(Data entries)
········
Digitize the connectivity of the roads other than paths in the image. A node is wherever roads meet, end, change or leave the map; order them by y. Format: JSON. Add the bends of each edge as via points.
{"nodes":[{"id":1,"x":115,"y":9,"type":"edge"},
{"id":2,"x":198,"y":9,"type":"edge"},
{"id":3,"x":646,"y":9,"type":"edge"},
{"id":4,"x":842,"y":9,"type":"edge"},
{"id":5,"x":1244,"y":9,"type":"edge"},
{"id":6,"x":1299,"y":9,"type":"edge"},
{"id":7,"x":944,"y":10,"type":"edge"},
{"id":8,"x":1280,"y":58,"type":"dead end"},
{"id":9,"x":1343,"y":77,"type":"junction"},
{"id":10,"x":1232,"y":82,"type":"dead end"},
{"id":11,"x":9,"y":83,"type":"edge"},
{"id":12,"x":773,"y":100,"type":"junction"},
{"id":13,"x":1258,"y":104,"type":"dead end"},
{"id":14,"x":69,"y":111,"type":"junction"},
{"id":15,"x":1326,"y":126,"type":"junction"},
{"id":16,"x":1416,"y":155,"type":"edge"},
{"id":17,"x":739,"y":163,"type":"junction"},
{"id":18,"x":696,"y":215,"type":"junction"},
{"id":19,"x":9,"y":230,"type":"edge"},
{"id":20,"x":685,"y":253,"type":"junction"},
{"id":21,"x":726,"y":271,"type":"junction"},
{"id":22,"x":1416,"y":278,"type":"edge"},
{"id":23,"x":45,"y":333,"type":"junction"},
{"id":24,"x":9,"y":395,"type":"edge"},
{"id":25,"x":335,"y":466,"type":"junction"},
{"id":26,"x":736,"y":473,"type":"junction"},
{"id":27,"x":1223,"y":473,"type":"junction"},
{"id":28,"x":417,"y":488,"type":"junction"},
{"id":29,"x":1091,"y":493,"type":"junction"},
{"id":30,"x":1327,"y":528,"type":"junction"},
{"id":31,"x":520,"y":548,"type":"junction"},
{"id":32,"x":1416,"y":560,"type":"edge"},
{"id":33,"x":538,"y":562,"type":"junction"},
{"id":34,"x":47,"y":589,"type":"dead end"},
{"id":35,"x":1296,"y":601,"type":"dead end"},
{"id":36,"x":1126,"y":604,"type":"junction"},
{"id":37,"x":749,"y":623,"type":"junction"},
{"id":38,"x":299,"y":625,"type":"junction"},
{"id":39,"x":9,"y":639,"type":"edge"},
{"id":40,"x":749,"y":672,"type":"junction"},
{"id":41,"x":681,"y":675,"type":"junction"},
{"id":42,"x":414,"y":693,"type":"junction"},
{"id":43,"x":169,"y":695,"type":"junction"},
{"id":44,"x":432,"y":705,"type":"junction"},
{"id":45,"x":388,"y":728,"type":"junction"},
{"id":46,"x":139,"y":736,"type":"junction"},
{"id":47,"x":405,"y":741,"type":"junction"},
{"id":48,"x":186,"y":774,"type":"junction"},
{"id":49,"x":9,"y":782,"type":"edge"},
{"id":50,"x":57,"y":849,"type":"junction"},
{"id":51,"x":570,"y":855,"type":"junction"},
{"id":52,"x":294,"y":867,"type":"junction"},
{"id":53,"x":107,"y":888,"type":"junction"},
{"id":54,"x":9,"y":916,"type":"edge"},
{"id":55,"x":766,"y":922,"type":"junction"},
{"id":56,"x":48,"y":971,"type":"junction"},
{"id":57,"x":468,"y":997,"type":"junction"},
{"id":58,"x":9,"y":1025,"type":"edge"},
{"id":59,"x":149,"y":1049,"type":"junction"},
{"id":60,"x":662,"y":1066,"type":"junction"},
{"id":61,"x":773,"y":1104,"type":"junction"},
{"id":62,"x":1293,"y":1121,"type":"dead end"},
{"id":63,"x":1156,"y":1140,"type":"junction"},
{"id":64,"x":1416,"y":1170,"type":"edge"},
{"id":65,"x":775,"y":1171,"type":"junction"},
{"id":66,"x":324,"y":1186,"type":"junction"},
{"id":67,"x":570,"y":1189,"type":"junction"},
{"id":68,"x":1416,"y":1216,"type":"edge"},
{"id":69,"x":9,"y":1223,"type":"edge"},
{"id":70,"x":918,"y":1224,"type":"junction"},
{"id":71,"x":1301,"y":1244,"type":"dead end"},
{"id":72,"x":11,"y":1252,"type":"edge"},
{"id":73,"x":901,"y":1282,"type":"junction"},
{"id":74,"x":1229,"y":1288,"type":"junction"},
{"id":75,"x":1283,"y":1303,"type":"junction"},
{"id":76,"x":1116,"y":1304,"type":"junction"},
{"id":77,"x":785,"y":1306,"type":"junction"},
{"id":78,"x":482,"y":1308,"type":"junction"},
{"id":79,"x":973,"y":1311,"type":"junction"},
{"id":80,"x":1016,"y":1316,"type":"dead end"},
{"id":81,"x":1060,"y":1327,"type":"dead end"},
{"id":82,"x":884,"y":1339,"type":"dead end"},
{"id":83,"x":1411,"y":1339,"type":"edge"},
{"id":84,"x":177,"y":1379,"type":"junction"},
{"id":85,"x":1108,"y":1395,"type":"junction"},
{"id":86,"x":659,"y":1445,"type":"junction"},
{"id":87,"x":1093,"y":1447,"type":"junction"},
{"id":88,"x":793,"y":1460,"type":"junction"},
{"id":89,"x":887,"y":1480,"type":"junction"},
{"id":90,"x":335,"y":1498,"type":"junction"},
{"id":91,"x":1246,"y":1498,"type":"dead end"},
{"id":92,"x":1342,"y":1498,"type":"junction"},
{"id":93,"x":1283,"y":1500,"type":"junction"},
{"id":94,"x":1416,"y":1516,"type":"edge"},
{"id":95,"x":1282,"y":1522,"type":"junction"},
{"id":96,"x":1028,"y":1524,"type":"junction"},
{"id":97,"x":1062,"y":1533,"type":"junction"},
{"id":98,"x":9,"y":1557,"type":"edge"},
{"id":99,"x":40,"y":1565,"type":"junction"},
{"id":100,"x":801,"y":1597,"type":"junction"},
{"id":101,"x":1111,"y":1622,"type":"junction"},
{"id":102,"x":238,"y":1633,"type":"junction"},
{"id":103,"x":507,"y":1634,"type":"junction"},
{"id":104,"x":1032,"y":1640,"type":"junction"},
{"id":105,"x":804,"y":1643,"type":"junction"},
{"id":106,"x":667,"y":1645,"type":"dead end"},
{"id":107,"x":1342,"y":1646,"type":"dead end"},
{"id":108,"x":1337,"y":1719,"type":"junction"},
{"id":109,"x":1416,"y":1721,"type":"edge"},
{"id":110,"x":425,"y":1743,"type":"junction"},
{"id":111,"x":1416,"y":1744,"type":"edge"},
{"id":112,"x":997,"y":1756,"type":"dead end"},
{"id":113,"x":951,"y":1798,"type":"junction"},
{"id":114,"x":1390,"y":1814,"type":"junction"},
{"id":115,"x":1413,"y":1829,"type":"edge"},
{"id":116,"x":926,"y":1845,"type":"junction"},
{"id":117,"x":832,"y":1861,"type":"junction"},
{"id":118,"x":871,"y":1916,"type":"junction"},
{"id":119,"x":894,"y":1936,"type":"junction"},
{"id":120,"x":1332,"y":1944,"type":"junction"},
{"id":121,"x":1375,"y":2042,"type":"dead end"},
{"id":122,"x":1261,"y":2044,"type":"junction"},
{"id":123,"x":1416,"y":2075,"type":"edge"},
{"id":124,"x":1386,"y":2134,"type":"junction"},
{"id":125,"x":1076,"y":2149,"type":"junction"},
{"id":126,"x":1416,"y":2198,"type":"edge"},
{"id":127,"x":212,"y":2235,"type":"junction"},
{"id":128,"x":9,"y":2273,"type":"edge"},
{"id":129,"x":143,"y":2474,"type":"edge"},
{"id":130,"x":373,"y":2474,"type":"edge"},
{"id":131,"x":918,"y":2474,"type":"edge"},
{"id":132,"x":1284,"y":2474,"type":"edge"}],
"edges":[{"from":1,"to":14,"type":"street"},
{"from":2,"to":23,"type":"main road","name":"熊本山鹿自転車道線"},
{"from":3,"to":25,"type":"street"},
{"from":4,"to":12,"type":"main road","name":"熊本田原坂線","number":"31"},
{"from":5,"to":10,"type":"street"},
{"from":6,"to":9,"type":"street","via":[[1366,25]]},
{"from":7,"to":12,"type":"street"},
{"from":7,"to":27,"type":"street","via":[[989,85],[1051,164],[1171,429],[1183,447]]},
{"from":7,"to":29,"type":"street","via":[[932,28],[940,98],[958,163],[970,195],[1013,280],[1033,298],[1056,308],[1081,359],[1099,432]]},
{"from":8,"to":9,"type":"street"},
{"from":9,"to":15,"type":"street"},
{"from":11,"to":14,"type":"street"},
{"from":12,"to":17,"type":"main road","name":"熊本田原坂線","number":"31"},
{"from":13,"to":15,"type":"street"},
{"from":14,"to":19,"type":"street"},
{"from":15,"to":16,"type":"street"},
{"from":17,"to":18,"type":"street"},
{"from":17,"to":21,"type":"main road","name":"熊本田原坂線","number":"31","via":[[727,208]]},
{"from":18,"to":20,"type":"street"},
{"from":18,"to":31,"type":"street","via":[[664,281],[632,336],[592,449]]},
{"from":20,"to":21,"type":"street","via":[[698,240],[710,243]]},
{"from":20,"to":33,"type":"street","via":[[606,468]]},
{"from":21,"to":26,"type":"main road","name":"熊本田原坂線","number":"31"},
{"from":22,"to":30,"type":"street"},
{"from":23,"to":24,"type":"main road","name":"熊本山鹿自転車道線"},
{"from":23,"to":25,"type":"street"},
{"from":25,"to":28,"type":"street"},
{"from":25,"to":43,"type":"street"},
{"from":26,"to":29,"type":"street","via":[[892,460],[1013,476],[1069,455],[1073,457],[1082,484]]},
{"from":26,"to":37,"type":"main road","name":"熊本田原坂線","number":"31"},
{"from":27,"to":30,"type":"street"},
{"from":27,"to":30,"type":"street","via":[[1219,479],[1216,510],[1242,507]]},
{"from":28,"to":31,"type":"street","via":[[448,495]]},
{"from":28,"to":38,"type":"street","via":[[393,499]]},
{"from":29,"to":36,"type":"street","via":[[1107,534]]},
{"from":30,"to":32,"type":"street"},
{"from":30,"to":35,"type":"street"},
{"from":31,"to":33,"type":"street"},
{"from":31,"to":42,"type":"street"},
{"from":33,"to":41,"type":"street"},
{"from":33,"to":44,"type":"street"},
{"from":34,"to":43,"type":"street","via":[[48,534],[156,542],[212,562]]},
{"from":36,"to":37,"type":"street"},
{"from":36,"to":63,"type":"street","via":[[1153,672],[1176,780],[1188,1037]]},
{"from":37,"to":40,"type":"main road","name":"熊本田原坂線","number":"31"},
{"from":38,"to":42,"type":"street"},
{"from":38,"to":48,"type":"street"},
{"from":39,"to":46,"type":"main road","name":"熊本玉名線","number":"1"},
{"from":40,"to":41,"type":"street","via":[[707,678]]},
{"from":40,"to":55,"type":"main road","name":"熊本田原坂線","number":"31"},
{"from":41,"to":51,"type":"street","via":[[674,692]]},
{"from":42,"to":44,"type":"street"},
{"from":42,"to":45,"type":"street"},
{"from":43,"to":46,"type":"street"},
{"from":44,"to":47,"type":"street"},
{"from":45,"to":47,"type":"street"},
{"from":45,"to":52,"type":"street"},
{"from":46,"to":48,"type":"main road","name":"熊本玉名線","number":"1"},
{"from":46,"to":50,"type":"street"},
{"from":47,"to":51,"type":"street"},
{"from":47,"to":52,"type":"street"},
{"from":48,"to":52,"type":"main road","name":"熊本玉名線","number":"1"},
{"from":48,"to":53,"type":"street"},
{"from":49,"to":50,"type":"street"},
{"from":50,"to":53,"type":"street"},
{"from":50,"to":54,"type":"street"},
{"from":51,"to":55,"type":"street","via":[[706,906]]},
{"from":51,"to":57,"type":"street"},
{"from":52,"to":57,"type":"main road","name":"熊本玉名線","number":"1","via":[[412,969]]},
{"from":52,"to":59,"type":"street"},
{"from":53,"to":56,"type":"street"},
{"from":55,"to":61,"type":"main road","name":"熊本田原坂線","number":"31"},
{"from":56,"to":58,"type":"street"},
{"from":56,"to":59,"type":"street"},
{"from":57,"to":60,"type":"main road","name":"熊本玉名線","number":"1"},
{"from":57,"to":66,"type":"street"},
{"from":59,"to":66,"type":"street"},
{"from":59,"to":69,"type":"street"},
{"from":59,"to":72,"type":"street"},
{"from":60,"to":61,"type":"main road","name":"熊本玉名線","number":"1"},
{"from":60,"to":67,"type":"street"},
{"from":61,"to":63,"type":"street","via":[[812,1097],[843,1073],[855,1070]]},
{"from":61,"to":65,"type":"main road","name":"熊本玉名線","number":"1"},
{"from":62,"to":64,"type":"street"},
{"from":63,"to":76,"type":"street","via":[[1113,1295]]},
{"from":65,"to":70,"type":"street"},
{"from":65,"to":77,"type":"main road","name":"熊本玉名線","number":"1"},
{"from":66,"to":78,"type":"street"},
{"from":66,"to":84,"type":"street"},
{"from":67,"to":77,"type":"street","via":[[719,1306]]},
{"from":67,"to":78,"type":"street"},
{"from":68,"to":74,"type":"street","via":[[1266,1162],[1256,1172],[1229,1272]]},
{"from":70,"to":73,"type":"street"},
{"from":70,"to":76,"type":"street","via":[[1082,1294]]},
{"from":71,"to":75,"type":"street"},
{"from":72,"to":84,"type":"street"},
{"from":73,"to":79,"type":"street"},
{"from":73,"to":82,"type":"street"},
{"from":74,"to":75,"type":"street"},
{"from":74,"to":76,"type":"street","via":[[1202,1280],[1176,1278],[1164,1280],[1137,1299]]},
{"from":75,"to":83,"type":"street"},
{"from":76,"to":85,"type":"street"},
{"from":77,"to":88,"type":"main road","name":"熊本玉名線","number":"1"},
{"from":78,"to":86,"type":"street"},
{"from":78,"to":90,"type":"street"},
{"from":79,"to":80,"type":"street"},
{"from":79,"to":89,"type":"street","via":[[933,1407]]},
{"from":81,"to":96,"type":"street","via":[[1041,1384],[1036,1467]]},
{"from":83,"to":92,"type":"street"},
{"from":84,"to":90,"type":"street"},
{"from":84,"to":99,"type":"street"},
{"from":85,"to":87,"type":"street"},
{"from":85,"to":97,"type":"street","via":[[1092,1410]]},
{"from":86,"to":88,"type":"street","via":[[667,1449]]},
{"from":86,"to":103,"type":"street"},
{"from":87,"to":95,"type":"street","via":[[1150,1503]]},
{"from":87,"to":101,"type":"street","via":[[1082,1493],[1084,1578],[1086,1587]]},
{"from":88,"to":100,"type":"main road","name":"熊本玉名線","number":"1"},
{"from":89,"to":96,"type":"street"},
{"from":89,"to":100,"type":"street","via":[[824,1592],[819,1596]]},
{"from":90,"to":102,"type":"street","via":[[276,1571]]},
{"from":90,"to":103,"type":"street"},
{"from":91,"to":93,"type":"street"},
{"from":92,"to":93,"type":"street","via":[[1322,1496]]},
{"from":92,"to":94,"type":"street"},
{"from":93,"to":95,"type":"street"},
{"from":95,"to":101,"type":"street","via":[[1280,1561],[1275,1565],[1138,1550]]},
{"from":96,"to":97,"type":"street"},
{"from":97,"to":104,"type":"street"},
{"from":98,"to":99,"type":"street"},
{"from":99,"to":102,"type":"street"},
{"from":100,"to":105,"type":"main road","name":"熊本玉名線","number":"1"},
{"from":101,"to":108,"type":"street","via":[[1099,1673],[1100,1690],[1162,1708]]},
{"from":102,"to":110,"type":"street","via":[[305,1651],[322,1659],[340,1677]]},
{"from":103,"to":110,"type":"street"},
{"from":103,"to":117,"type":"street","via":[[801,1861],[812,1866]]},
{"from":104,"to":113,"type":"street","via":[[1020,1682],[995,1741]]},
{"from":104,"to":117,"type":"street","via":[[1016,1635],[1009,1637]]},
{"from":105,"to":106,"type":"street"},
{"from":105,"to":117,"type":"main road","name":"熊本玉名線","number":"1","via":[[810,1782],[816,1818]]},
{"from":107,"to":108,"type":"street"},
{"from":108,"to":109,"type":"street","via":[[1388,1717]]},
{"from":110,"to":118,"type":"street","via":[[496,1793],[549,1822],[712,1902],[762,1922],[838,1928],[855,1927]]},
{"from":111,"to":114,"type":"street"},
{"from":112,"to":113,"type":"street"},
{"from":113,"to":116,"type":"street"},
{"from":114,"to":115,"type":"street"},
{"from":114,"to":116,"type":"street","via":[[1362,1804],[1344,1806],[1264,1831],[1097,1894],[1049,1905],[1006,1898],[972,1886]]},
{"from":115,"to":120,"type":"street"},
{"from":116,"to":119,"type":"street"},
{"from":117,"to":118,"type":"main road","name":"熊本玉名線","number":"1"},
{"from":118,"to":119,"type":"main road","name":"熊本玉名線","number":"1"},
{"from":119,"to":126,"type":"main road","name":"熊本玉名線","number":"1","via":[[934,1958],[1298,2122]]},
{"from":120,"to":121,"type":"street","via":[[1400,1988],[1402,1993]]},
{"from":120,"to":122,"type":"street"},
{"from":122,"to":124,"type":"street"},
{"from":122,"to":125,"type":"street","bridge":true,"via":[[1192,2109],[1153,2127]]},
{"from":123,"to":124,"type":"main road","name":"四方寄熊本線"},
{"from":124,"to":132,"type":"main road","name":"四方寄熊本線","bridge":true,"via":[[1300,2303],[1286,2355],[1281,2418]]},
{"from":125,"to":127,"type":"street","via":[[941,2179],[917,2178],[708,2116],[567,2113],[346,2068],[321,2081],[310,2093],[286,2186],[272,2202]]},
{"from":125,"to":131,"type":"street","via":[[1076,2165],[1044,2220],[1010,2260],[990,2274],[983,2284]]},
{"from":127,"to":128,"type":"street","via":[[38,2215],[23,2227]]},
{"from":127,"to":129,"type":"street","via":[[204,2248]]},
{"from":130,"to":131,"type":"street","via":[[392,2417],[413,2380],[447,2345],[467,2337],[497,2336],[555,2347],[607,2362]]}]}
········
Which lines above contain "true"? Show each of them.

{"from":122,"to":125,"type":"street","bridge":true,"via":[[1192,2109],[1153,2127]]},
{"from":124,"to":132,"type":"main road","name":"四方寄熊本線","bridge":true,"via":[[1300,2303],[1286,2355],[1281,2418]]},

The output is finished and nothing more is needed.